Scan the data for "Corona" and copy the lines it appears in.
(Extracted data)
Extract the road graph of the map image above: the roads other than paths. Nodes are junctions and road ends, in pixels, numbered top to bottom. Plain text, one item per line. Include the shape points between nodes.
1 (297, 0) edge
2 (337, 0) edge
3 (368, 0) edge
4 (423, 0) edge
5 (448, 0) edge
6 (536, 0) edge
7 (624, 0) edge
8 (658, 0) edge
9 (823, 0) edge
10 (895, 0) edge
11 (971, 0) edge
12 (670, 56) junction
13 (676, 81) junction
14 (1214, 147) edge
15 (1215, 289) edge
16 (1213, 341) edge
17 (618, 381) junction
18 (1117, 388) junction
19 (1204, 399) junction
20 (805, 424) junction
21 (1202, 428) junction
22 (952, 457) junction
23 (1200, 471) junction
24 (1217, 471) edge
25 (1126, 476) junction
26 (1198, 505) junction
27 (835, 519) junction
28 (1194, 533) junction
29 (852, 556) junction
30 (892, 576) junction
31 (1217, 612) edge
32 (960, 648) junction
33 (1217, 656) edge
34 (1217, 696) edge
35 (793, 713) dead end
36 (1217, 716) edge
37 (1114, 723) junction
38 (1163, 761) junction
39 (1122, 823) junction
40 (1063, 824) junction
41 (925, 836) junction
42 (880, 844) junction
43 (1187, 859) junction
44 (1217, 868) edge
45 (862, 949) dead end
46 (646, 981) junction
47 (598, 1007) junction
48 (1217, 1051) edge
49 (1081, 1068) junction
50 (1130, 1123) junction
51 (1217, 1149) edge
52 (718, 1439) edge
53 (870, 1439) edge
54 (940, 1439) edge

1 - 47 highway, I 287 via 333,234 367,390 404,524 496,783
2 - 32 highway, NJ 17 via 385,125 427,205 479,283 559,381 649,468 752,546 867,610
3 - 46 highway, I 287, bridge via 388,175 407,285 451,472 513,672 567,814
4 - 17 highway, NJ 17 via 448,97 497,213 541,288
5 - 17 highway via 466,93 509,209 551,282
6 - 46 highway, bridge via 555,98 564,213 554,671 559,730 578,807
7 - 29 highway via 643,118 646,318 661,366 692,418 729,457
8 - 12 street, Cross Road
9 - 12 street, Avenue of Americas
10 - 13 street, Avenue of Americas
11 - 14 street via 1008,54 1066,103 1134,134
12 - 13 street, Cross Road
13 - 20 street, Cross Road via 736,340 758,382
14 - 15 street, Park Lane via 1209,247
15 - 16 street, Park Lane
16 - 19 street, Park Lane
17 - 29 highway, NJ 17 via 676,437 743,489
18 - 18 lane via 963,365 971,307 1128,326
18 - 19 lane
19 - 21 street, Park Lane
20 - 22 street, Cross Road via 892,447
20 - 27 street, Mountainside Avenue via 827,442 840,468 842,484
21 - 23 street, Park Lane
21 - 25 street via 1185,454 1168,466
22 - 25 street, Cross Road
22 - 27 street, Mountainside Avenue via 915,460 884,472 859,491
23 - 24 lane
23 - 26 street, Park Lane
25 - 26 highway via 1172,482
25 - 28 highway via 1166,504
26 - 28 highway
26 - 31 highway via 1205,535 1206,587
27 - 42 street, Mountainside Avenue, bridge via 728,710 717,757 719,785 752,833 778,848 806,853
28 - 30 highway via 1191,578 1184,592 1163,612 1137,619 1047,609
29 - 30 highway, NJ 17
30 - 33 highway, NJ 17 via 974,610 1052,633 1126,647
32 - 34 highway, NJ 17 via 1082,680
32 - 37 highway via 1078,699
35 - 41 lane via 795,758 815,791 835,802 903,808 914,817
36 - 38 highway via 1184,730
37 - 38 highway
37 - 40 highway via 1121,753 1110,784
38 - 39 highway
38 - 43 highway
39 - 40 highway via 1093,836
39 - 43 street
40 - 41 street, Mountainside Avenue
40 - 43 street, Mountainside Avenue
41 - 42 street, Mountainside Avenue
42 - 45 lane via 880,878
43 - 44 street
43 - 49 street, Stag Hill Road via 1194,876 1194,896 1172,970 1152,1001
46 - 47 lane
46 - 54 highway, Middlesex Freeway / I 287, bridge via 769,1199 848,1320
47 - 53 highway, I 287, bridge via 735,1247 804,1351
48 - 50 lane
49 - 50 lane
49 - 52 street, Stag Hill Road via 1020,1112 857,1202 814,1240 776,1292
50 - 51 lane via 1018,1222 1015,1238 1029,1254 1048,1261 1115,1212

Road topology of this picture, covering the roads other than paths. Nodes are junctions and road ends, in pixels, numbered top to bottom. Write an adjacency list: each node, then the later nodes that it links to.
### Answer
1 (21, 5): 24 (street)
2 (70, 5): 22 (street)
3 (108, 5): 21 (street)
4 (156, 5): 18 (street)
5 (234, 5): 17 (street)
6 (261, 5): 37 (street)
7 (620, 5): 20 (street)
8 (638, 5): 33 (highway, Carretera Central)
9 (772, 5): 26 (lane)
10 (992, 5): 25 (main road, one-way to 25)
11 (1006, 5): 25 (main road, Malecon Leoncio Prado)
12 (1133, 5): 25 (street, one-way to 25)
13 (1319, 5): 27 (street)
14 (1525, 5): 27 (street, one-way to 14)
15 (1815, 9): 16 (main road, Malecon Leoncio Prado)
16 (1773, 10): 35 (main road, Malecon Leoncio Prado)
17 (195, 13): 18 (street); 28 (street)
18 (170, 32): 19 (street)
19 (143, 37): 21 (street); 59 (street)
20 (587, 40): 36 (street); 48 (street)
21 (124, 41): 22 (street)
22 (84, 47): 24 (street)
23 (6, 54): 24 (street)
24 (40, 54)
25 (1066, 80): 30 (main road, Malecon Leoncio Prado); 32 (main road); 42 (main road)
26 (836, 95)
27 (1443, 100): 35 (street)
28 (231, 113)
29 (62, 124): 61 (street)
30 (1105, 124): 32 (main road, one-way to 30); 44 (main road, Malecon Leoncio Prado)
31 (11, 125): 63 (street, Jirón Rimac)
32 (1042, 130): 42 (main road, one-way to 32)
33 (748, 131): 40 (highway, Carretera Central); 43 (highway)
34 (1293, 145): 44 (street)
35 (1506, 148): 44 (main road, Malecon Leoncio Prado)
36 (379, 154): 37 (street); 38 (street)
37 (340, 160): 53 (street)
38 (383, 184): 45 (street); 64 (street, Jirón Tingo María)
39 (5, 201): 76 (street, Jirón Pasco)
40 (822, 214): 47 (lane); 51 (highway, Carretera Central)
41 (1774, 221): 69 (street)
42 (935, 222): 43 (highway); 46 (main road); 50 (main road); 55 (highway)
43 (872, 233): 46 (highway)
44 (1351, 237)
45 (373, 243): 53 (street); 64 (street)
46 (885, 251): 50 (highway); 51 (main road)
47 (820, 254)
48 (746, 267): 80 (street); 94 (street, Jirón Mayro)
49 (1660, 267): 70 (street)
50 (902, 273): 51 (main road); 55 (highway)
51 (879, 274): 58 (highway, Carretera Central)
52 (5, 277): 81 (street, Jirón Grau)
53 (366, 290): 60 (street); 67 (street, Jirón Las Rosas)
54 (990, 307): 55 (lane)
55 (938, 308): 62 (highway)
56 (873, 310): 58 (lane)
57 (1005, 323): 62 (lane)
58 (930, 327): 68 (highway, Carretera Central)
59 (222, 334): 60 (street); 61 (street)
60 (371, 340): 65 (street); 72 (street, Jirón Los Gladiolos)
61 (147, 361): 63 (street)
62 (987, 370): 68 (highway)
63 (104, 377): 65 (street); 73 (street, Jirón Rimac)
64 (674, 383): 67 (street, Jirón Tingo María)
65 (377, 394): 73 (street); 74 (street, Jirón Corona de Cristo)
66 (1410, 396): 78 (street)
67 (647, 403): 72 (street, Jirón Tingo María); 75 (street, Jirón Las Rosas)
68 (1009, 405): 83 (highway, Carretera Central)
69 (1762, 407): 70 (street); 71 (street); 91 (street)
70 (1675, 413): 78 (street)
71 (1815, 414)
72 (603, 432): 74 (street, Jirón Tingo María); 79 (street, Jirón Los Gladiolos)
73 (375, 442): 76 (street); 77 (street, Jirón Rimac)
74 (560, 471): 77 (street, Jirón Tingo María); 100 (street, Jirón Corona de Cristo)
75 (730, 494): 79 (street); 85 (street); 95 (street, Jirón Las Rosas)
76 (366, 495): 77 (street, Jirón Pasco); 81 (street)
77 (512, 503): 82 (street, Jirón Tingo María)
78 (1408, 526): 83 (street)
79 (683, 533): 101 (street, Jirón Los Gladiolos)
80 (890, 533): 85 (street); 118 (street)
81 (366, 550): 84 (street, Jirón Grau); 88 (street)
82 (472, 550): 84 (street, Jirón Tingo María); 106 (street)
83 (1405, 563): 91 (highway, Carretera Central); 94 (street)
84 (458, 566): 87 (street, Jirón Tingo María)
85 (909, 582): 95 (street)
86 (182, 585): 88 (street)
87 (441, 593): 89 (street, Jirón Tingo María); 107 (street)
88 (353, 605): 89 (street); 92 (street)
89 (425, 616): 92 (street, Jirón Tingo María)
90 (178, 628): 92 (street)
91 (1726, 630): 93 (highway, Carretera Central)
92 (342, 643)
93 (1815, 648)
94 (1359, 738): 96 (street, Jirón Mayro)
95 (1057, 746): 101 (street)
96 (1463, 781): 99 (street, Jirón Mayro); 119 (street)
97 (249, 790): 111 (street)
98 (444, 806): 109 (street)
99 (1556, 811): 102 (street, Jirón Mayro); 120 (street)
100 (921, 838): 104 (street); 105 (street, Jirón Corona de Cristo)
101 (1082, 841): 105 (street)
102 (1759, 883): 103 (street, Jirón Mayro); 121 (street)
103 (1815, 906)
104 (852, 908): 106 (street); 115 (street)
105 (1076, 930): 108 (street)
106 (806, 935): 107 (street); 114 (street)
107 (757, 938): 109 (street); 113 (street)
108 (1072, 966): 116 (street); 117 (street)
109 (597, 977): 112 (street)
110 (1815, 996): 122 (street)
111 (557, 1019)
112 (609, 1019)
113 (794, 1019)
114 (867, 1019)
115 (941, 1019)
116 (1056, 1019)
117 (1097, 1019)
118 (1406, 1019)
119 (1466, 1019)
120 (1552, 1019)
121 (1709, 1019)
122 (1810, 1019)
(End Extracted data)
[Answer box]:
65 (377, 394): 73 (street); 74 (street, Jirón Corona de Cristo)
74 (560, 471): 77 (street, Jirón Tingo María); 100 (street, Jirón Corona de Cristo)
100 (921, 838): 104 (street); 105 (street, Jirón Corona de Cristo)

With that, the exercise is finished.